Despite being one of India’s poorest states, Odisha – formerly known as Orissa (many road signs and web addresses still carry the old name), boasts a rich and distinctive cultural heritage. The state’s coastal plains have the highest concentration of historical and religious monuments – Odisha’s principal tourist attractions. Puri, site of the famous Jagannath temple and one of the world’s most spectacular devotional processions, the Rath Yatra, combines the heady intensity of a Hindu pilgrimage centre with the hedonistic pleasures of the beach. Just a short hop off the main Kolkata–Chennai road and railway, the town is a popular destination for backpackers. Konark, a short way up the coast, has the ruins of Odisha’s most ambitious medieval temple, whose surfaces writhe with exquisitely preserved sculpture, including some eyebrow-raising erotica. The ancient rock-cut caves and ornate temples of Bhubaneswar, the state capital, hark back to an era when it ruled a kingdom stretching from the Ganges delta to the mouth of the River Godavari.

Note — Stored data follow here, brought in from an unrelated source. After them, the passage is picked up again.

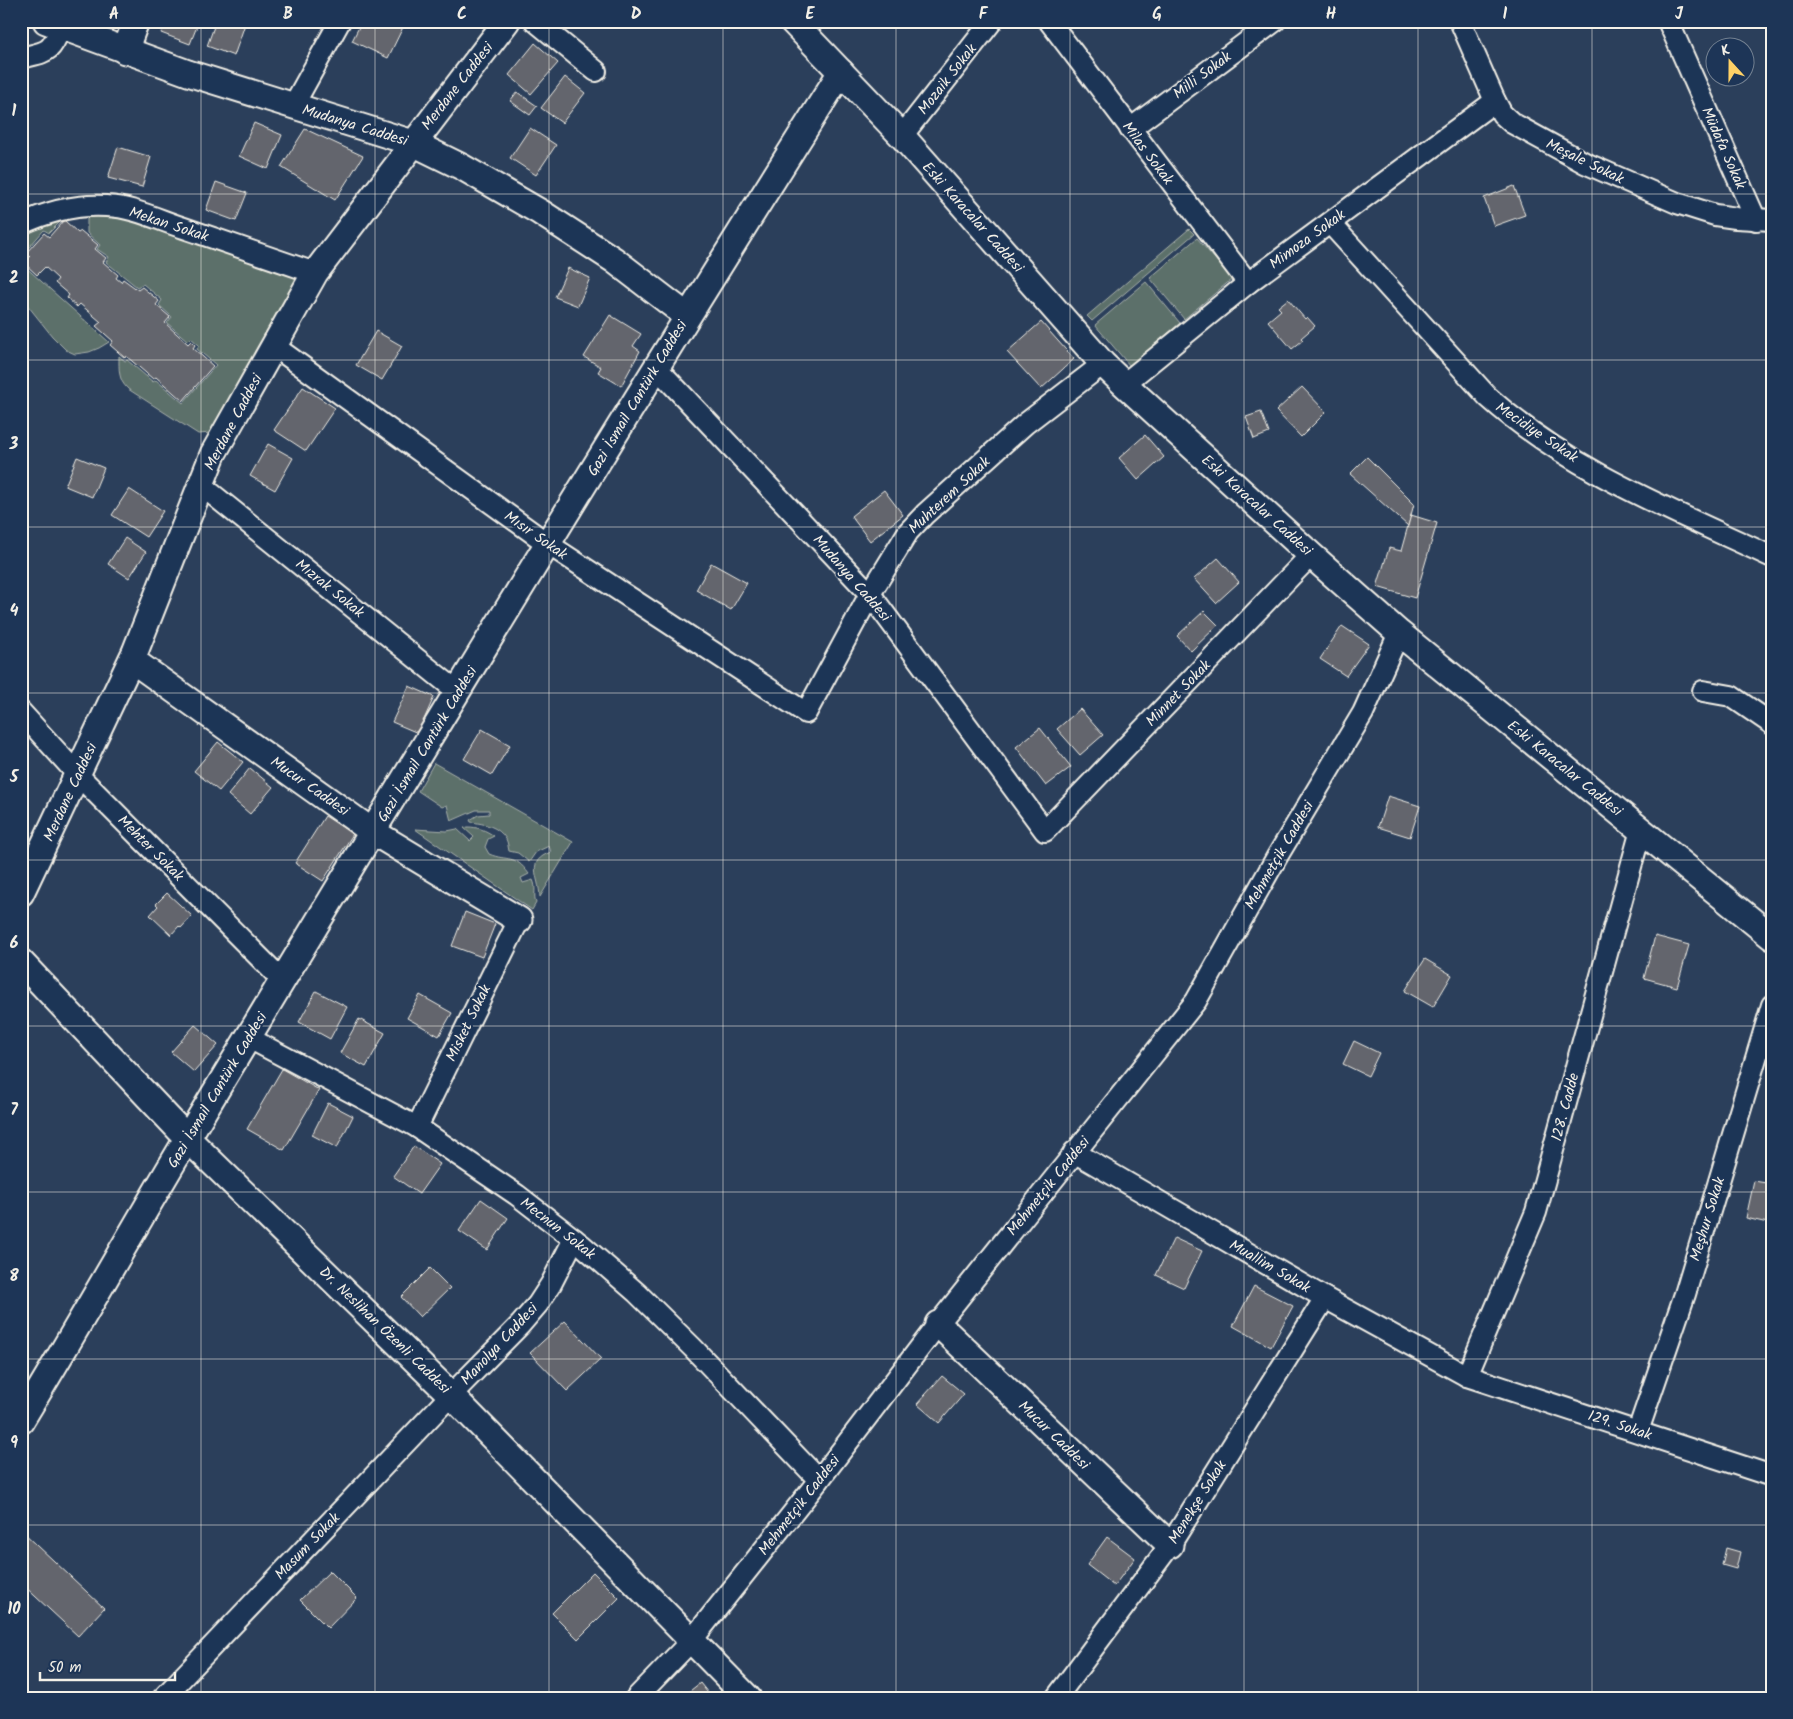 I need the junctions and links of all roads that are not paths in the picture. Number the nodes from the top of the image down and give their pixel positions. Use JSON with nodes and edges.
{"nodes":[{"id":1,"x":136,"y":21,"type":"edge"},
{"id":2,"x":340,"y":21,"type":"edge"},
{"id":3,"x":506,"y":21,"type":"edge"},
{"id":4,"x":535,"y":21,"type":"edge"},
{"id":5,"x":792,"y":21,"type":"edge"},
{"id":6,"x":992,"y":21,"type":"edge"},
{"id":7,"x":1049,"y":21,"type":"edge"},
{"id":8,"x":1275,"y":21,"type":"edge"},
{"id":9,"x":1460,"y":21,"type":"edge"},
{"id":10,"x":1668,"y":21,"type":"edge"},
{"id":11,"x":53,"y":24,"type":"edge"},
{"id":12,"x":125,"y":51,"type":"junction"},
{"id":13,"x":21,"y":58,"type":"edge"},
{"id":14,"x":596,"y":71,"type":"dead end"},
{"id":15,"x":841,"y":72,"type":"junction"},
{"id":16,"x":1495,"y":101,"type":"junction"},
{"id":17,"x":293,"y":106,"type":"junction"},
{"id":18,"x":1130,"y":129,"type":"junction"},
{"id":19,"x":902,"y":136,"type":"junction"},
{"id":20,"x":413,"y":143,"type":"junction"},
{"id":21,"x":1764,"y":220,"type":"edge"},
{"id":22,"x":1330,"y":223,"type":"junction"},
{"id":23,"x":21,"y":224,"type":"edge"},
{"id":24,"x":315,"y":273,"type":"junction"},
{"id":25,"x":1248,"y":283,"type":"junction"},
{"id":26,"x":687,"y":316,"type":"junction"},
{"id":27,"x":274,"y":346,"type":"junction"},
{"id":28,"x":1103,"y":364,"type":"junction"},
{"id":29,"x":656,"y":367,"type":"junction"},
{"id":30,"x":1124,"y":384,"type":"junction"},
{"id":31,"x":201,"y":485,"type":"junction"},
{"id":32,"x":548,"y":544,"type":"junction"},
{"id":33,"x":1311,"y":555,"type":"junction"},
{"id":34,"x":1772,"y":556,"type":"edge"},
{"id":35,"x":870,"y":594,"type":"junction"},
{"id":36,"x":1399,"y":633,"type":"junction"},
{"id":37,"x":132,"y":660,"type":"junction"},
{"id":38,"x":1703,"y":691,"type":"dead end"},
{"id":39,"x":458,"y":692,"type":"junction"},
{"id":40,"x":21,"y":712,"type":"edge"},
{"id":41,"x":806,"y":713,"type":"joint"},
{"id":42,"x":1772,"y":724,"type":"edge"},
{"id":43,"x":78,"y":775,"type":"junction"},
{"id":44,"x":1045,"y":830,"type":"joint"},
{"id":45,"x":1641,"y":830,"type":"junction"},
{"id":46,"x":373,"y":832,"type":"junction"},
{"id":47,"x":21,"y":893,"type":"edge"},
{"id":48,"x":519,"y":920,"type":"joint"},
{"id":49,"x":1772,"y":937,"type":"edge"},
{"id":50,"x":21,"y":962,"type":"edge"},
{"id":51,"x":283,"y":981,"type":"junction"},
{"id":52,"x":1772,"y":1005,"type":"edge"},
{"id":53,"x":249,"y":1038,"type":"junction"},
{"id":54,"x":417,"y":1127,"type":"junction"},
{"id":55,"x":188,"y":1138,"type":"junction"},
{"id":56,"x":1074,"y":1152,"type":"junction"},
{"id":57,"x":574,"y":1239,"type":"junction"},
{"id":58,"x":1325,"y":1298,"type":"junction"},
{"id":59,"x":938,"y":1324,"type":"junction"},
{"id":60,"x":1467,"y":1376,"type":"junction"},
{"id":61,"x":451,"y":1395,"type":"junction"},
{"id":62,"x":21,"y":1421,"type":"edge"},
{"id":63,"x":1638,"y":1431,"type":"junction"},
{"id":64,"x":1772,"y":1476,"type":"edge"},
{"id":65,"x":819,"y":1480,"type":"junction"},
{"id":66,"x":1170,"y":1545,"type":"junction"},
{"id":67,"x":692,"y":1640,"type":"junction"},
{"id":68,"x":163,"y":1698,"type":"edge"},
{"id":69,"x":636,"y":1698,"type":"edge"},
{"id":70,"x":748,"y":1698,"type":"edge"},
{"id":71,"x":1056,"y":1698,"type":"edge"}],
"edges":[{"from":1,"to":12,"type":"street"},
{"from":2,"to":17,"type":"street"},
{"from":3,"to":20,"type":"street","name":"Merdane Caddesi"},
{"from":4,"to":14,"type":"street"},
{"from":5,"to":15,"type":"street","name":"Eski Karacalar Caddesi"},
{"from":6,"to":19,"type":"street","name":"Mozaik Sokak"},
{"from":7,"to":18,"type":"street","name":"Milas Sokak"},
{"from":8,"to":18,"type":"street","name":"Milli Sokak"},
{"from":9,"to":16,"type":"street","name":"Meşale Sokak"},
{"from":10,"to":21,"type":"street","name":"Müdafa Sokak"},
{"from":11,"to":12,"type":"street","name":"Mudanya Caddesi"},
{"from":11,"to":13,"type":"street"},
{"from":12,"to":17,"type":"street","name":"Mudanya Caddesi"},
{"from":15,"to":19,"type":"street","name":"Eski Karacalar Caddesi"},
{"from":15,"to":26,"type":"street","name":"Gazi İsmail Cantürk Caddesi"},
{"from":16,"to":21,"type":"street","name":"Meşale Sokak"},
{"from":16,"to":22,"type":"street","name":"Mimoza Sokak"},
{"from":17,"to":20,"type":"street","name":"Mudanya Caddesi"},
{"from":18,"to":25,"type":"street","name":"Milas Sokak"},
{"from":19,"to":28,"type":"street","name":"Eski Karacalar Caddesi"},
{"from":20,"to":24,"type":"street","name":"Merdane Caddesi"},
{"from":20,"to":26,"type":"street","name":"Mudanya Caddesi"},
{"from":22,"to":25,"type":"street","name":"Mimoza Sokak"},
{"from":22,"to":34,"type":"street","name":"Mecidiye Sokak"},
{"from":23,"to":24,"type":"street","name":"Mekan Sokak"},
{"from":24,"to":27,"type":"street","name":"Merdane Caddesi"},
{"from":25,"to":30,"type":"street","name":"Mimoza Sokak"},
{"from":26,"to":29,"type":"street","name":"Gazi İsmail Cantürk Caddesi"},
{"from":27,"to":31,"type":"street","name":"Merdane Caddesi"},
{"from":27,"to":32,"type":"street","name":"Mısır Sokak"},
{"from":28,"to":30,"type":"street","name":"Eski Karacalar Caddesi"},
{"from":28,"to":35,"type":"street","name":"Muhterem Sokak"},
{"from":29,"to":32,"type":"street","name":"Gazi İsmail Cantürk Caddesi"},
{"from":29,"to":35,"type":"street","name":"Mudanya Caddesi"},
{"from":30,"to":33,"type":"street","name":"Eski Karacalar Caddesi"},
{"from":31,"to":37,"type":"street","name":"Merdane Caddesi"},
{"from":31,"to":39,"type":"street","name":"Mızrak Sokak"},
{"from":32,"to":39,"type":"street","name":"Gazi İsmail Cantürk Caddesi"},
{"from":32,"to":41,"type":"street","name":"Mısır Sokak"},
{"from":33,"to":36,"type":"street","name":"Eski Karacalar Caddesi"},
{"from":33,"to":44,"type":"street","name":"Minnet Sokak"},
{"from":35,"to":41,"type":"street","name":"Muhterem Sokak"},
{"from":35,"to":44,"type":"street","name":"Mudanya Caddesi"},
{"from":36,"to":45,"type":"street","name":"Eski Karacalar Caddesi"},
{"from":36,"to":56,"type":"street","name":"Mehmetçik Caddesi"},
{"from":37,"to":43,"type":"street","name":"Merdane Caddesi"},
{"from":37,"to":46,"type":"street","name":"Mucur Caddesi"},
{"from":38,"to":42,"type":"street"},
{"from":39,"to":46,"type":"street","name":"Gazi İsmail Cantürk Caddesi"},
{"from":40,"to":43,"type":"street","name":"Mehter Sokak"},
{"from":43,"to":47,"type":"street","name":"Merdane Caddesi"},
{"from":43,"to":51,"type":"street","name":"Mehter Sokak"},
{"from":45,"to":49,"type":"street","name":"Eski Karacalar Caddesi"},
{"from":45,"to":60,"type":"street","name":"128. Cadde"},
{"from":46,"to":48,"type":"street","name":"Mucur Caddesi"},
{"from":46,"to":51,"type":"street","name":"Gazi İsmail Cantürk Caddesi"},
{"from":48,"to":54,"type":"street","name":"Misket Sokak"},
{"from":50,"to":55,"type":"street","name":"Dr. Neslihan Özenli Caddesi"},
{"from":51,"to":53,"type":"street","name":"Gazi İsmail Cantürk Caddesi"},
{"from":52,"to":63,"type":"street","name":"Meşhur Sokak"},
{"from":53,"to":54,"type":"street","name":"Mecnun Sokak"},
{"from":53,"to":55,"type":"street","name":"Gazi İsmail Cantürk Caddesi"},
{"from":54,"to":57,"type":"street","name":"Mecnun Sokak"},
{"from":55,"to":61,"type":"street","name":"Dr. Neslihan Özenli Caddesi"},
{"from":55,"to":62,"type":"street","name":"Gazi İsmail Cantürk Caddesi"},
{"from":56,"to":58,"type":"street","name":"Muallim Sokak"},
{"from":56,"to":59,"type":"street","name":"Mehmetçik Caddesi"},
{"from":57,"to":61,"type":"street","name":"Manolya Caddesi"},
{"from":57,"to":65,"type":"street","name":"Mecnun Sokak"},
{"from":58,"to":60,"type":"street","name":"Muallim Sokak"},
{"from":58,"to":66,"type":"street","name":"Menekşe Sokak"},
{"from":59,"to":65,"type":"street","name":"Mehmetçik Caddesi"},
{"from":59,"to":66,"type":"street","name":"Mucur Caddesi"},
{"from":60,"to":63,"type":"street","name":"129. Sokak"},
{"from":61,"to":67,"type":"street","name":"Dr. Neslihan Özenli Caddesi"},
{"from":61,"to":68,"type":"street","name":"Masum Sokak"},
{"from":63,"to":64,"type":"street","name":"129. Sokak"},
{"from":65,"to":67,"type":"street","name":"Mehmetçik Caddesi"},
{"from":66,"to":71,"type":"street","name":"Menekşe Sokak"},
{"from":67,"to":69,"type":"street","name":"Mehmetçik Caddesi"},
{"from":67,"to":70,"type":"street","name":"Dr. Neslihan Özenli Caddesi"}]}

Away from the central “golden triangle” of sights, foreign travellers are few and far between, though you’ll see plenty of Bengali tourists travelling throughout coastal Odisha. In the winter, the small islands dotted around Chilika Lake, a huge saltwater lagoon south of Bhubaneswar, is good for birdwatchers. Further north, in the Bhitarkanika Sanctuary, a remote stretch of beach is the nesting site for rare Olive Ridley turtles.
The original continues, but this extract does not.